PROBLEM: Omit the images, then print each record below exactly as it reads.

DATA SUPPLIED:
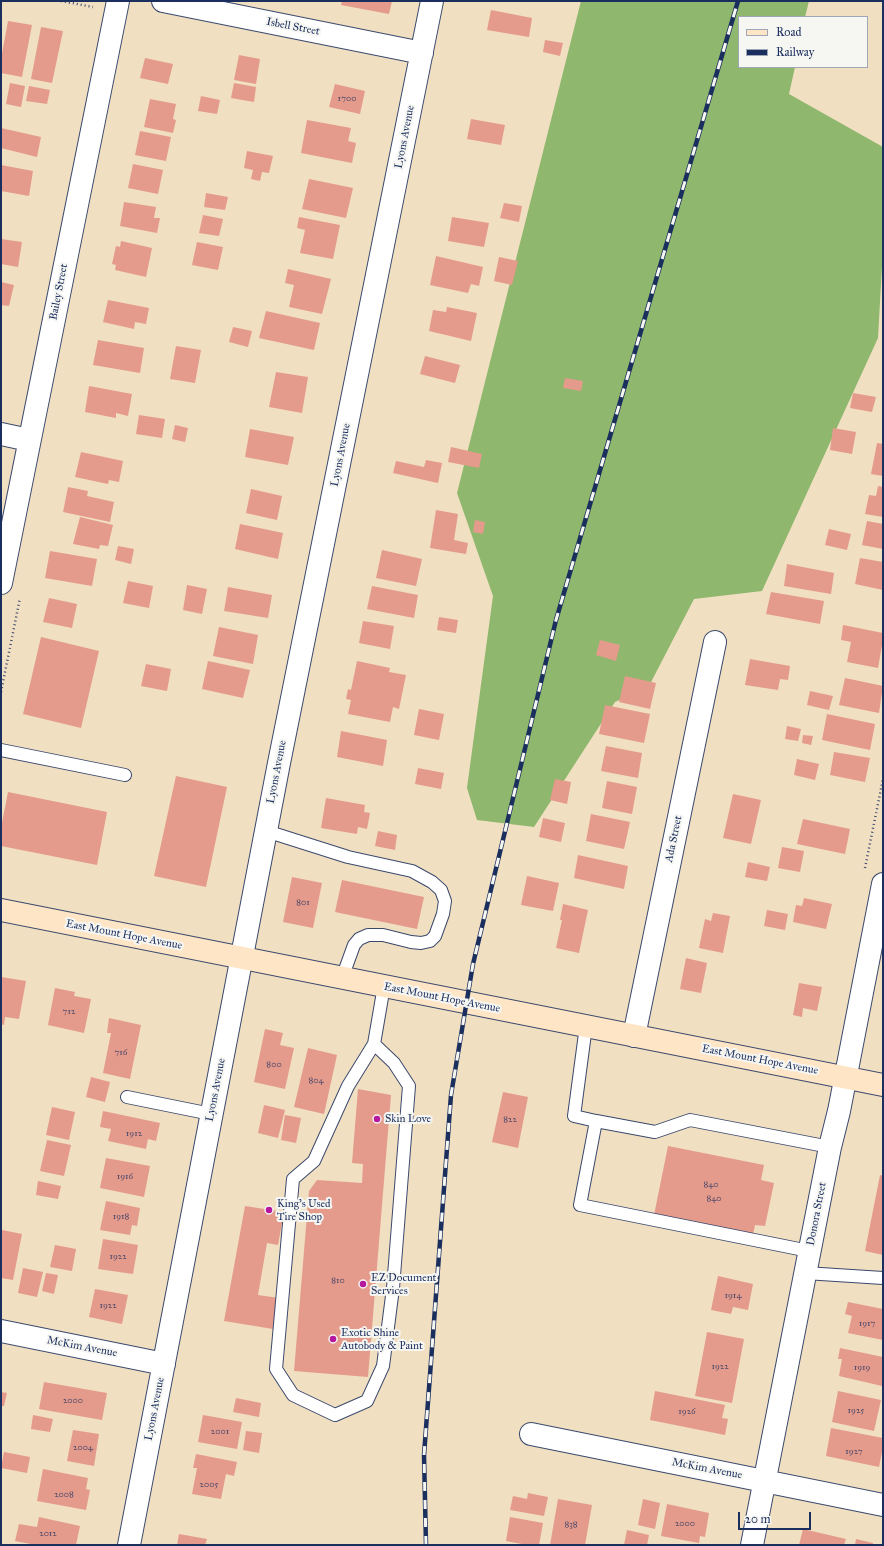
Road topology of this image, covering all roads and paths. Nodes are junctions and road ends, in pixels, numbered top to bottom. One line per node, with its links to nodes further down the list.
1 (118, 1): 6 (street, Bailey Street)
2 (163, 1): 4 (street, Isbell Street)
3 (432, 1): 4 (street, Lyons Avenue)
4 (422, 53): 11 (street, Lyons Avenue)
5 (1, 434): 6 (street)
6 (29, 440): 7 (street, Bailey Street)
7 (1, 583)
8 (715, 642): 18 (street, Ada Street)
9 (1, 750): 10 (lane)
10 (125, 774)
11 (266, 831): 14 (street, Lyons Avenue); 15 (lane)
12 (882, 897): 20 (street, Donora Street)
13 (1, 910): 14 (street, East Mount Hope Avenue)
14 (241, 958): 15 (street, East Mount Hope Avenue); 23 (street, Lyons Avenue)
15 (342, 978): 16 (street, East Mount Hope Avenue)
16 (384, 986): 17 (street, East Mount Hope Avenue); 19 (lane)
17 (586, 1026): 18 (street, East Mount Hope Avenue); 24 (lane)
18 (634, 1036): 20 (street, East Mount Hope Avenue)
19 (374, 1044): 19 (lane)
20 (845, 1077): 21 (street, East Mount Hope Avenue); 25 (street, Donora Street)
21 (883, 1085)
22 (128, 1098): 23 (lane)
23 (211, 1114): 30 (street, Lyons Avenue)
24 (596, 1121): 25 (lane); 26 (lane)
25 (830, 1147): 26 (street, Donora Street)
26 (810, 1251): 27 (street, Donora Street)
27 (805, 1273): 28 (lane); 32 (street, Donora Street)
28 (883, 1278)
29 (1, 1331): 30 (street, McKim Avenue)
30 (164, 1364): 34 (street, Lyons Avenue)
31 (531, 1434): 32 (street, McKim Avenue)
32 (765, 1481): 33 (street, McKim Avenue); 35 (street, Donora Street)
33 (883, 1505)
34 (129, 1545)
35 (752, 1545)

SOLUTION:
Road topology of this image, covering all roads and paths. Nodes are junctions and road ends, in pixels, numbered top to bottom. One line per node, with its links to nodes further down the list.
1 (118, 1): 6 (street, Bailey Street)
2 (163, 1): 4 (street, Isbell Street)
3 (432, 1): 4 (street, Lyons Avenue)
4 (422, 53): 11 (street, Lyons Avenue)
5 (1, 434): 6 (street)
6 (29, 440): 7 (street, Bailey Street)
7 (1, 583)
8 (715, 642): 18 (street, Ada Street)
9 (1, 750): 10 (lane)
10 (125, 774)
11 (266, 831): 14 (street, Lyons Avenue); 15 (lane)
12 (882, 897): 20 (street, Donora Street)
13 (1, 910): 14 (street, East Mount Hope Avenue)
14 (241, 958): 15 (street, East Mount Hope Avenue); 23 (street, Lyons Avenue)
15 (342, 978): 16 (street, East Mount Hope Avenue)
16 (384, 986): 17 (street, East Mount Hope Avenue); 19 (lane)
17 (586, 1026): 18 (street, East Mount Hope Avenue); 24 (lane)
18 (634, 1036): 20 (street, East Mount Hope Avenue)
19 (374, 1044): 19 (lane)
20 (845, 1077): 21 (street, East Mount Hope Avenue); 25 (street, Donora Street)
21 (883, 1085)
22 (128, 1098): 23 (lane)
23 (211, 1114): 30 (street, Lyons Avenue)
24 (596, 1121): 25 (lane); 26 (lane)
25 (830, 1147): 26 (street, Donora Street)
26 (810, 1251): 27 (street, Donora Street)
27 (805, 1273): 28 (lane); 32 (street, Donora Street)
28 (883, 1278)
29 (1, 1331): 30 (street, McKim Avenue)
30 (164, 1364): 34 (street, Lyons Avenue)
31 (531, 1434): 32 (street, McKim Avenue)
32 (765, 1481): 33 (street, McKim Avenue); 35 (street, Donora Street)
33 (883, 1505)
34 (129, 1545)
35 (752, 1545)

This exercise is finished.